Un texte qu’il faut savourer mot à mot. Voici Mme de Clermont qui « va au premier office du matin », croyant que M. de La Tour est à l’agonie. « Elle prie, interroge Dieu, qui pend à sa croix et dont elle redoute, pour la première fois, les paupières closes et l’éternelle souffrance. Elle observe le corps d’ivoire où le sang perle, la face muette. Elle est entièrement abandonnée à cette contemplation, dont ne monte aucun chant, aucune supplique, bouleversée par une Passion qui n’avait jamais fait battre sa gorge comme elle fait, ce matin de juillet. […] Mme de Clermont découvre soudain ce qu’est un homme qui meurt. […] Elle souffre désormais à cause de la fragilité mauvaise, punie, humiliée, adorable, à quoi se réduit toute humanité. »

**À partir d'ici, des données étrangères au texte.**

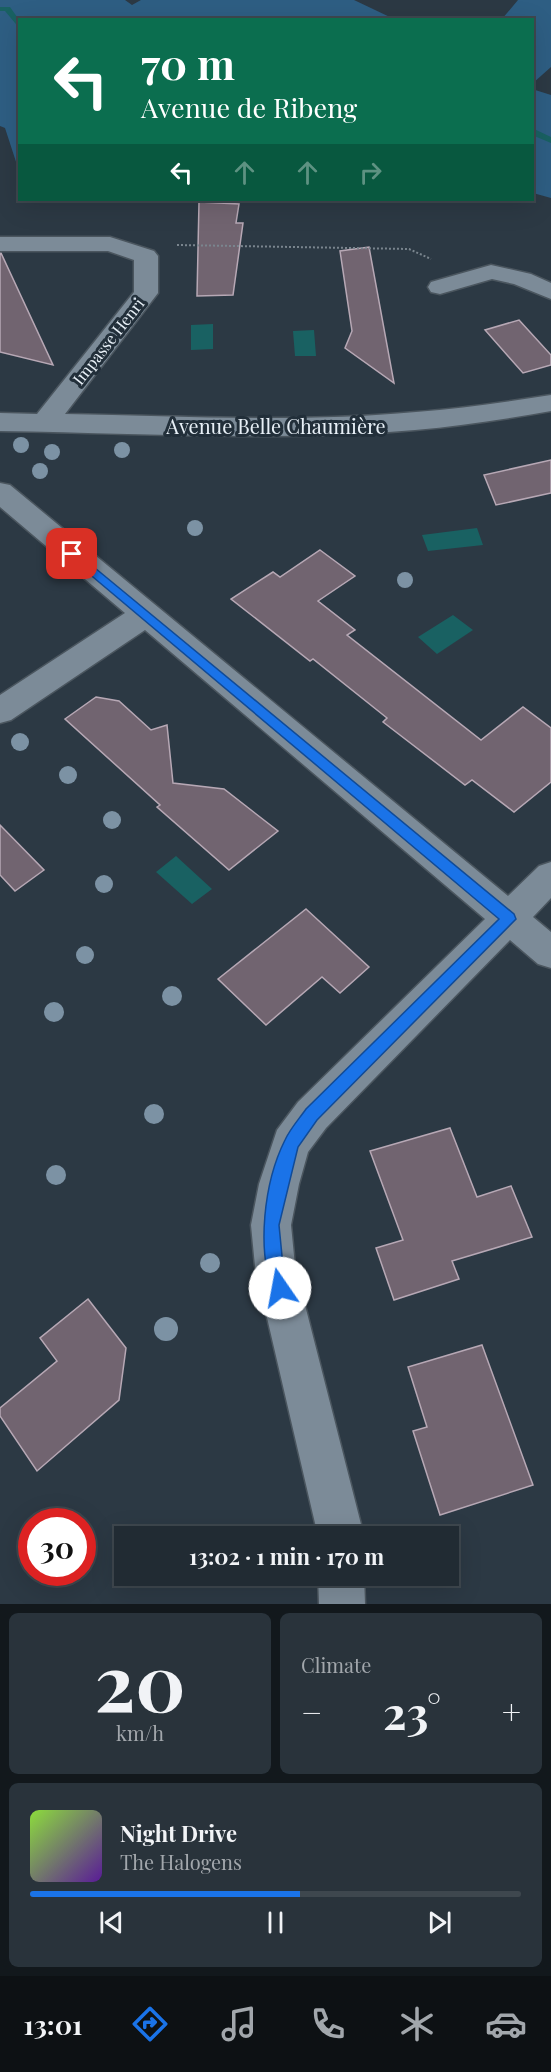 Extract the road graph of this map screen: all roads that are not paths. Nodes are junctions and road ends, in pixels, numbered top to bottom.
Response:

Je demande pardon pour les coupures sacrilèges que j’ai dû faire dans ce phrasé superbe, cette sourde musique de basse continue. J’espère seulement qu’elles n’empêchent pas de sentir la force de cette prose qui, une fois lue, reste dans la poitrine, comme une respiration qui exalte à jamais.

M. de La Tour ne part pas en Chine vulgairement, il « va là où il n’aura plus de nom, plus de passé, plus d’amour, plus d’espérance, où la désespérance même n’aura plus de signification. Il va là où il ne sera qu’un corps, dans sa faiblesse, sa menace permanente de faillir, incapable d’attirer à soi compassion ou pitié par les artifices du langage. Il sera son cœur. On ne sait pas ce qu’on est. On ne saurait de quoi répondre en soi, si on se tirait un instant du mensonge et de la peur d’être que l’usage couvre si bien. Il sera privé de ces artifices. »

Le livre existe en poche, mais ce serait lui rendre l’honneur qu’il mérite de le lire dans la collection blanche, où il est paru plus dignement.

Je ne voudrais pas conclure sans indiquer que la collection « Bouquins » a publié récemment un ensemble de textes de Bossuet – « le sommet de l’art littéraire » dit un maître de Grozda – aussi admirables que méconnus, en particulier les Méditations sur l’évangile et les Élévations sur les mystères. On est gâté par cette collection-là, chez Robert Laffont.

Et je vous garantis qu’aucun de ces auteurs ne recevra le Goncourt.